Supremo exemplo

Maurício Rands
Advogado, PhD pela Universidade Oxford, Secretário de Acesso a Direitos da Organização dos Estados Americanos.

* As opiniões são pessoais e não representam as da OEA.

Publicado em: 26/03/2018 03:00 Atualizado em: 26/03/2018 09:20

Ainda repercutem as duas últimas sessões do STF. Mais uma vez os ministros adiaram o exame da liminar do ministro Fux sobre o auxílio-moradia. Com isso, permitiram que o teto remuneratório fixado pelo art. 37, inciso XI, da CF/88 continue sendo contornado. Na quarta-feira, o bate-boca entre os ministros Luís Barroso e Gilmar Mendes não produziu a consequência óbvia: apuração das suas condutas. Imagina o leitor o que aconteceria se um cidadão comum, ou um advogado na tribuna, dissesse que um ministro do STF era “uma pessoa horrível, uma mistura do mal com atraso e pitadas de psicopatia”? Não seria preso pela prática do crime de desacato (art. 331, CPP)? Não seria processado pelos crimes de injúria (art. 140, CP) e difamação (art. 139, CP)?  E se dissesse que um ministro do STF deveria “fechar seu escritório de advocacia”? Ou a acusação de Gilmar a Barroso é verdadeira ou falsa. Se verdadeira, estaria configurado o crime de advocacia administrativa (art. 331 do CP), entre outras infrações. Se falsa, o ministro
Gilmar teria cometido o crime de calúnia (art. 138, CP) porque teria falsamente atribuído ao colega a prática de um crime. Um bate-boca em tal elevado nível, que aliás tem se repetido naquela corte, poderia também dar ensejo à aplicação do art. 56 da LC 35/1979. Dito preceito faculta ao Conselho Nacional da Magistratura a aposentadoria, do magistrado: “I - manifestadamente negligente no cumprimento dos deveres do cargo; ou Il - de procedimento incompatível com a dignidade, a honra e o decoro de suas funções’. Nada disso aconteceu. Nenhum dos dois processou o outro. Ficou o dito pelo não dito.

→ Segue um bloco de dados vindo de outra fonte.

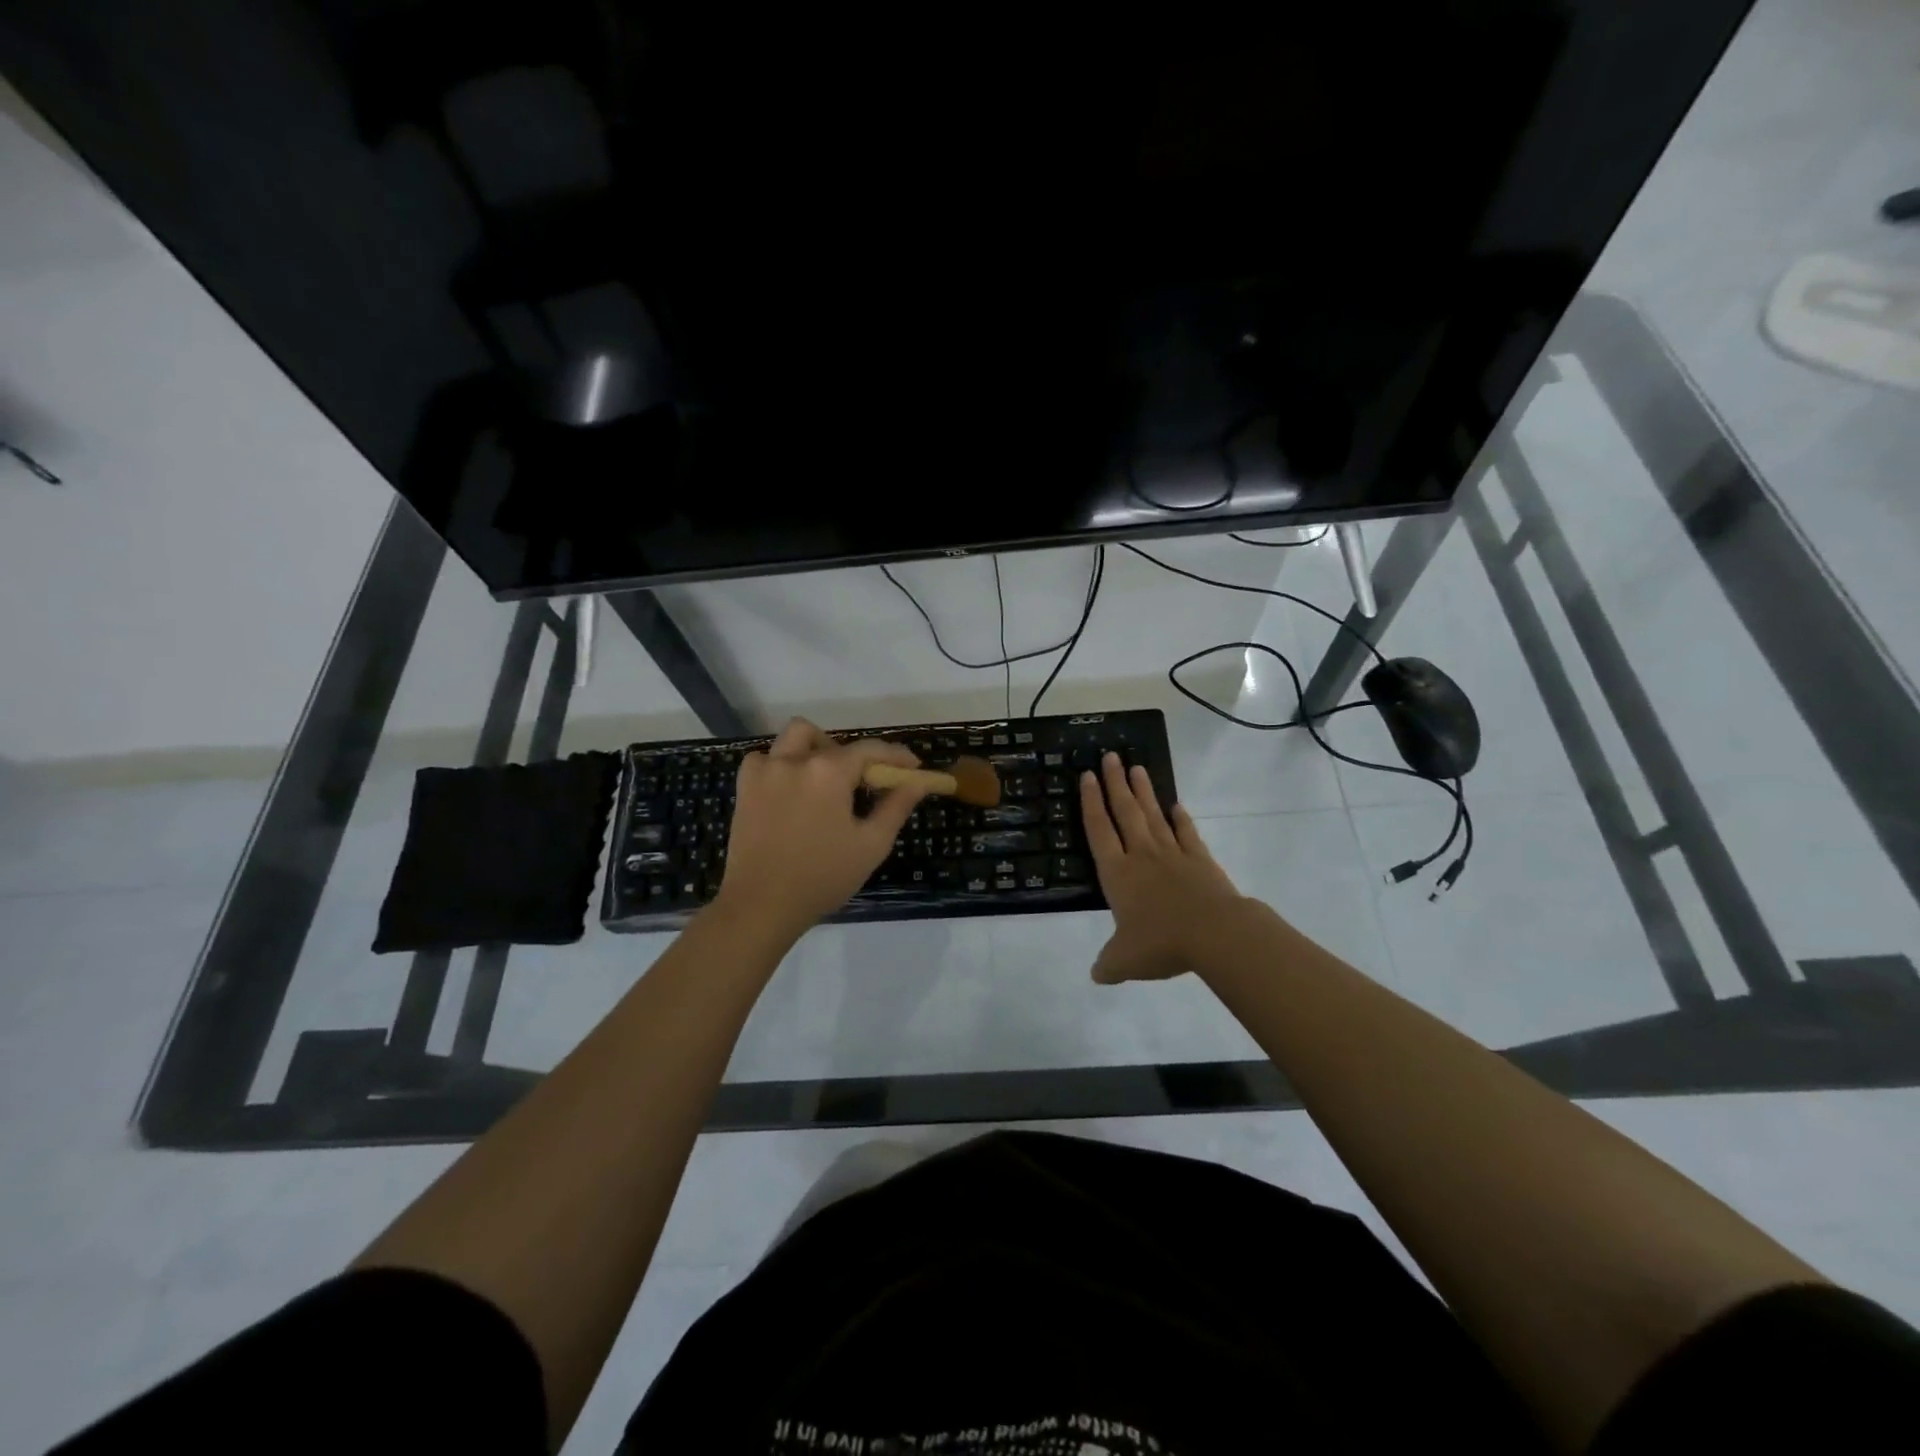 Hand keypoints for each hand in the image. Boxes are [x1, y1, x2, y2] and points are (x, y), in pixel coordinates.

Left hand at [713, 718, 928, 934]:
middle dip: (857, 758)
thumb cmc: (823, 877)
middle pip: (835, 742)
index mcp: (829, 771)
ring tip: (827, 779)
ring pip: (797, 737)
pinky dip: (783, 764)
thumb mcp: (871, 844)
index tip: (913, 768)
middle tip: (867, 785)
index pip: (871, 750)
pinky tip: (792, 789)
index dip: (896, 756)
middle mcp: (796, 760)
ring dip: (818, 749)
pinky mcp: (744, 786)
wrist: (762, 904)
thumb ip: (897, 806)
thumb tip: (919, 781)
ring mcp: (766, 770)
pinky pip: (766, 758)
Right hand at [1081, 752, 1244, 982]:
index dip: (1090, 802)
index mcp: (1117, 873)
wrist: (1214, 933)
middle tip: (1110, 756)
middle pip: (1124, 812)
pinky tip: (1176, 805)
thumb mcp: (1125, 961)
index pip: (1098, 830)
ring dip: (1143, 792)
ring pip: (1153, 815)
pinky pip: (1187, 833)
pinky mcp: (1200, 860)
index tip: (1086, 776)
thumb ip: (1109, 964)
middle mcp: (1141, 855)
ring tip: (1136, 767)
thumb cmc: (1161, 942)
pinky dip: (1181, 818)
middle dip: (1114, 783)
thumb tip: (1097, 974)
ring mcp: (1173, 854) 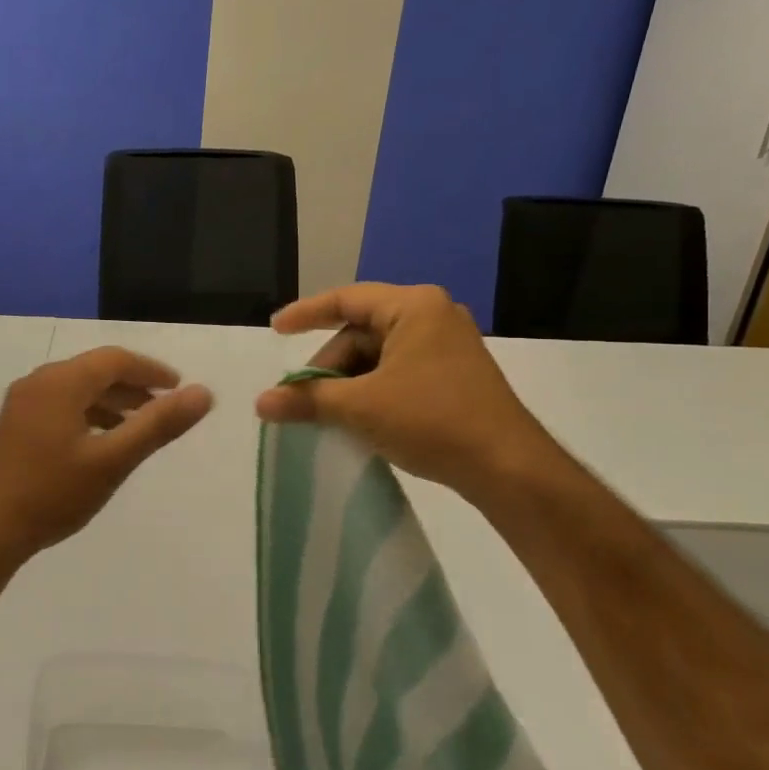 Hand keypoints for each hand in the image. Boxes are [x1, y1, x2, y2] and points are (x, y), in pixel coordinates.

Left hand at [0, 347, 213, 564]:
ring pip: (76, 389)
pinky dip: (87, 414)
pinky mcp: (14, 425)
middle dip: (132, 386)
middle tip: (163, 407)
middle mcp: (38, 382)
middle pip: (94, 371)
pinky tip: (100, 442)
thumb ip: (158, 425)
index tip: (179, 388)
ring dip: (111, 402)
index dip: (151, 370)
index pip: (115, 359)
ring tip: (137, 427)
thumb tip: (203, 393)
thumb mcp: (113, 460)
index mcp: (61, 382)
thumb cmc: (53, 493)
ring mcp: (21, 403)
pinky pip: (60, 405)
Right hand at [254, 283, 555, 496]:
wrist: (508, 469)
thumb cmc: (432, 420)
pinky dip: (371, 391)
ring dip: (348, 382)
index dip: (305, 313)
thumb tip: (260, 403)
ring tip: (327, 414)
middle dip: (328, 364)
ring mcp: (447, 346)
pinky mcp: (454, 375)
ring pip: (378, 356)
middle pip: (360, 331)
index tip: (275, 330)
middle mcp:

Nem suas condutas estão sendo analisadas pelo Conselho Nacional da Magistratura. Como já havia ocorrido em outros desatinos na mesma corte.

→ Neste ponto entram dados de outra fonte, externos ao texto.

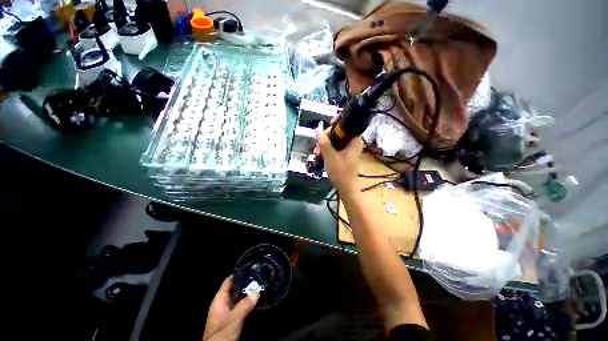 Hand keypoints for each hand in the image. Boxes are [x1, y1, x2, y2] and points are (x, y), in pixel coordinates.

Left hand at [203, 276, 258, 340]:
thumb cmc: (221, 334)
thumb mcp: (233, 320)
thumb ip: (244, 305)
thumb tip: (257, 293)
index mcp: (220, 299)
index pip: (229, 281)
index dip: (239, 274)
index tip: (251, 269)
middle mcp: (224, 303)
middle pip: (236, 288)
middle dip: (247, 283)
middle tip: (260, 278)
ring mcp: (229, 311)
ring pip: (240, 297)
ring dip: (249, 293)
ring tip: (262, 286)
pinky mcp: (234, 318)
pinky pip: (242, 306)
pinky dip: (249, 302)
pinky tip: (258, 300)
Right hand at [315, 116, 362, 193]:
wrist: (345, 187)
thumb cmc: (340, 172)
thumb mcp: (330, 156)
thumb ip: (323, 142)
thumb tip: (317, 130)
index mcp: (354, 140)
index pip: (346, 125)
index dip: (335, 124)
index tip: (326, 128)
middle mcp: (352, 142)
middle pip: (337, 133)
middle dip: (325, 139)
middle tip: (318, 149)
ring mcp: (348, 149)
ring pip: (334, 140)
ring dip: (324, 145)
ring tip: (318, 154)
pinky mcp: (344, 154)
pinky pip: (335, 147)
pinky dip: (327, 150)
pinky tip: (320, 155) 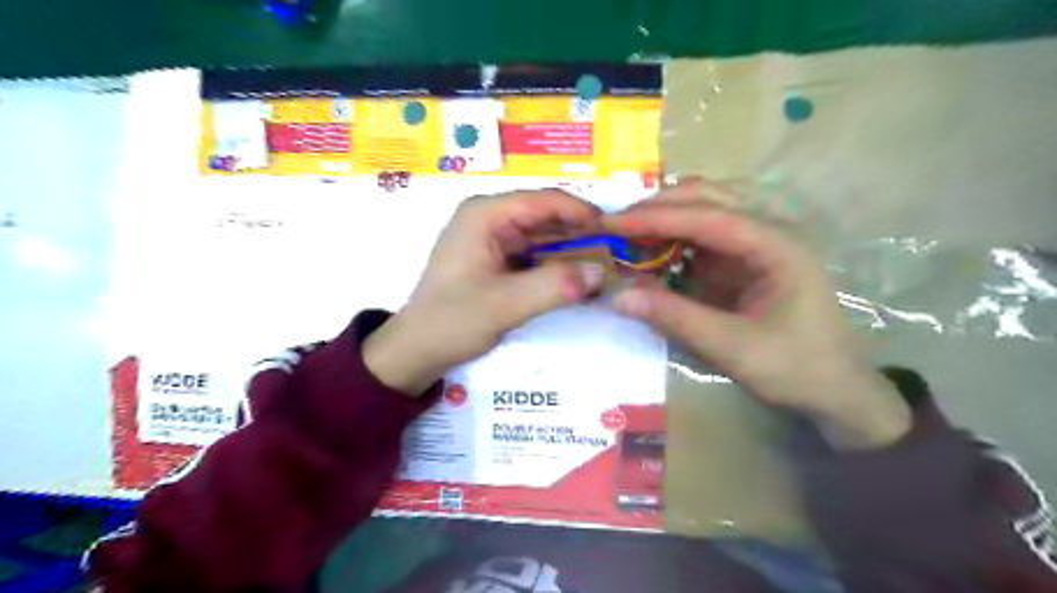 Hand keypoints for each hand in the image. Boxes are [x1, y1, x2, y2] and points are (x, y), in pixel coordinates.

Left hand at [367, 190, 606, 397]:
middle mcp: (489, 219)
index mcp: (484, 214)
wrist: (417, 350)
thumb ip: (554, 287)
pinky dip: (557, 265)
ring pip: (543, 237)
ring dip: (572, 251)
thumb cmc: (452, 321)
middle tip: (618, 252)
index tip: (617, 231)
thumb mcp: (504, 305)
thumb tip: (602, 274)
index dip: (582, 212)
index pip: (544, 201)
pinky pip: (535, 256)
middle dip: (581, 234)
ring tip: (607, 266)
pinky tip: (580, 278)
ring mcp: (493, 239)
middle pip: (546, 217)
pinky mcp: (497, 260)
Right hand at [607, 181, 912, 448]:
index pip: (708, 217)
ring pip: (707, 209)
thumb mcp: (733, 349)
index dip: (656, 217)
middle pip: (709, 198)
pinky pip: (705, 235)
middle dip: (659, 206)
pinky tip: (652, 248)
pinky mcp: (747, 259)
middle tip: (614, 224)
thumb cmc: (796, 369)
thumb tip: (617, 296)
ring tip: (626, 231)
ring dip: (666, 216)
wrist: (837, 391)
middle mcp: (771, 231)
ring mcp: (759, 243)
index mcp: (779, 245)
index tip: (612, 223)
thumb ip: (675, 318)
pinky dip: (675, 237)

O mau exemplo da mais alta corte de justiça não parou por aí. A sessão que julgava o habeas corpus de Lula tinha  alta relevância para o futuro do país e de suas instituições. Estava sendo acompanhada ao vivo pelas televisões, rádios e redes sociais. De repente é suspensa sem conclusão sob a alegação de cansaço e compromissos privados. O ministro Marco Aurélio até hoje não esclareceu que compromisso mais importante ele tinha no Rio de Janeiro. Talvez um jantar de aniversário de um familiar. O país que espere. E pergunte o que ocorreria  se o argumento fosse de um trabalhador ou servidor público comum. O que ocorreria se ele resolvesse interromper o trabalho sempre que se sentisse cansado ou tivesse combinado um evento familiar? Quem de nós, em situações especiais, já não precisou trabalhar até altas horas? Não satisfeita, a corte resolveu estender por duas semanas o suspense sobre o HC de Lula. Sim, porque o feriado da Semana Santa dos exaustos ministros do STF é mais longo do que o dos mortais. Educativo e edificante exemplo.

Numa democracia, os cidadãos podem substituir os governantes e parlamentares que os desagradem. Basta esperar as próximas eleições ou utilizar o mecanismo constitucional do impeachment caso eles cometam crimes. Diante do espetáculo oferecido pelo STF na última semana, muitos se perguntam. Até quando teremos ministros vitalícios? Não seria mais razoável que eles também exercessem mandatos? Ainda que mais longos do que os dos dois outros poderes? Existem propostas de emendas constitucionais para introduzir os mandatos nos tribunais superiores. Uma das quais de minha autoria. Terá chegado a hora de discutir a ideia?